¿Se puede comer marisco durante el embarazo?

Alguna de las ventajas de comer pescado y marisco bajo en concentraciones de mercurio es que ayuda a reducir el colesterol, problemas cardiovasculares, mejora el desarrollo neurológico del bebe y levanta el estado de ánimo de las mamas con depresión. Aunque hay que tener ciertas precauciones para evitar consumir pescado y marisco alto en concentraciones de ese metal. Hay una cantidad a la semana que se puede comer y un tipo de pescado y marisco más propicio.

El pescado y el marisco son una fuente importante de ácidos grasos (Omega 3), proteínas y nutrientes importantes para el ser humano y que  por ello son beneficiosos dentro de una dieta equilibrada. Por ello es importante que dentro de esa dieta no falte pescado y marisco, aunque es importante tener en cuenta que para niños, mujeres embarazadas y mujeres que están con la lactancia materna, se debe tener especial cuidado con la cantidad que se ingiere, el tipo de pescado y marisco que se come y como se cocina. Por este motivo, cabe señalar que aún estando embarazada o si se está dando lactancia materna se puede comer pescado y marisco, siempre y cuando se tengan algunas precauciones.

Se puede comer marisco, pero con precaución.

Muchas mujeres que están embarazadas se preguntan si pueden comer marisco durante su embarazo o durante la lactancia, por ello me parece interesante comentar el resultado de un estudio realizado en Gran Bretaña, donde refleja el estado de ánimo de casi diez mil mujeres embarazadas. Estas mujeres tuvieron que responder a preguntas sobre la cantidad que consumían de marisco y el estado de ánimo de las mismas, entre otras preguntas. Uno de los resultados curiosos fue que las mujeres en periodos de lactancia tenían mejor humor y veían aliviado el estado de ánimo, con lo cual, en caso de depresión, ésta mejoraba.

Además, según ese estudio el consumo de marisco consumido en cantidades determinadas podría ser beneficioso para el feto, ya que si lo come mamá, llega al bebé y esto podría beneficiar al desarrollo neurológico del feto. Esto podría estar beneficiando a las capacidades motoras, así como a la capacidad de memoria y futura expresión del lenguaje en el bebé.
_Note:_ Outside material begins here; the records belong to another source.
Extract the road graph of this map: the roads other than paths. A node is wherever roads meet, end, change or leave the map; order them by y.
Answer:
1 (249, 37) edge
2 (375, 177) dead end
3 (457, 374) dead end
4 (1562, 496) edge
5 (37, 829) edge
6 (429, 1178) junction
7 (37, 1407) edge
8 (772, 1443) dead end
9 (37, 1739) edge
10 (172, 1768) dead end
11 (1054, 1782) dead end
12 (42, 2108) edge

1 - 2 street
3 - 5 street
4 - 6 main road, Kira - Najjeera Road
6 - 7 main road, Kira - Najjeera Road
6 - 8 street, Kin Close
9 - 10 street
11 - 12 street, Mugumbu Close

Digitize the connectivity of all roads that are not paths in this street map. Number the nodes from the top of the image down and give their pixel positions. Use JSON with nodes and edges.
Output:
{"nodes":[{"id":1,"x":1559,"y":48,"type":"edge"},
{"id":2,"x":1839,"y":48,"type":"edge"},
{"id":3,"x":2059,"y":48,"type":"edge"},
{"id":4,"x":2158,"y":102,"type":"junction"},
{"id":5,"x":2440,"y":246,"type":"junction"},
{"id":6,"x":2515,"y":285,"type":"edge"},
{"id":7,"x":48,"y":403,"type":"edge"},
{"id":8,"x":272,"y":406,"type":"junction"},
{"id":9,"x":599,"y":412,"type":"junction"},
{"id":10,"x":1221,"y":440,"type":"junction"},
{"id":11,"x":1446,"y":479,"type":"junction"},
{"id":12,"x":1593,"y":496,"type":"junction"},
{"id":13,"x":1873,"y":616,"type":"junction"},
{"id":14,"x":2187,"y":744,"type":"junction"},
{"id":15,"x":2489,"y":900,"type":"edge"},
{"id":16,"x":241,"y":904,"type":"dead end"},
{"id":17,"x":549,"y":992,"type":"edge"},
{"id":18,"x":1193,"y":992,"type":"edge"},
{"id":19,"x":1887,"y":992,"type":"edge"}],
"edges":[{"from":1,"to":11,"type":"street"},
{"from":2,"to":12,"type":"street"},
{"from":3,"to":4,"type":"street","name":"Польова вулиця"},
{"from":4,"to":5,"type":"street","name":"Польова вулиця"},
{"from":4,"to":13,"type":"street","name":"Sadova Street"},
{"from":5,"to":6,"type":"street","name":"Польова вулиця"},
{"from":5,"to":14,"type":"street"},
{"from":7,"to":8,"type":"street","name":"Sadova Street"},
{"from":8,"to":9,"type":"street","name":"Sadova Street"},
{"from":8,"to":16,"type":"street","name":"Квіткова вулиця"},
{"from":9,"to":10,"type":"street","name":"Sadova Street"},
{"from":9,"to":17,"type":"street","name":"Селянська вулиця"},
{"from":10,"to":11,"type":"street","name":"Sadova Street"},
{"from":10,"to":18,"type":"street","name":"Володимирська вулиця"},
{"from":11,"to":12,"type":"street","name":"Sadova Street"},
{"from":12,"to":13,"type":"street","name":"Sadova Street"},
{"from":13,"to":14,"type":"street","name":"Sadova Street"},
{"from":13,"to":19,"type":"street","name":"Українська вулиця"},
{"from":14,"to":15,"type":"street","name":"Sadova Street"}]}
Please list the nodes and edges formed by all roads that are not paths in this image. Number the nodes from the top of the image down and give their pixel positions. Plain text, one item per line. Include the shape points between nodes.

Para los adultos también es muy beneficioso porque ayuda a reducir el colesterol y los problemas cardiovasculares. No obstante, hay que tener cuidado con el consumo de marisco y pescado.

La razón es porque el pescado y el marisco son susceptibles de contener mercurio, un metal que se encuentra en el medio ambiente y que pasa a la cadena alimenticia del ser humano a través de los animales que lo ingieren. Por ello, las precauciones que hay que tomar  a la hora de consumir marisco y pescado en períodos de lactancia, embarazo o en el caso de consumirlo niños pequeños, es el tipo de marisco o pescado, la cantidad que se consume y como se cocina. El tipo de pescado o marisco recomendado, según la “FDA” (Agencia para los Alimentos y los Medicamentos de EEUU) y la EPA (Agencia de Protección del Medio Ambiente) son langostinos, atún en lata claro, salmón, bacalao, camarones o pez gato, entre otros.

Los que se deben evitar son el tiburón, la caballa, el pez espada o algunas “especies de atunes”, entre otros, ya que estos contienen más concentración de mercurio. En cuanto a la cantidad se recomienda 350 gramos a la semana cuando se trata de  pescado de baja concentración de este metal. La última recomendación para comer pescado y marisco es que embarazadas, durante la lactancia y niños nunca deben comerlo crudo y sobre todo se deben cocinar bien.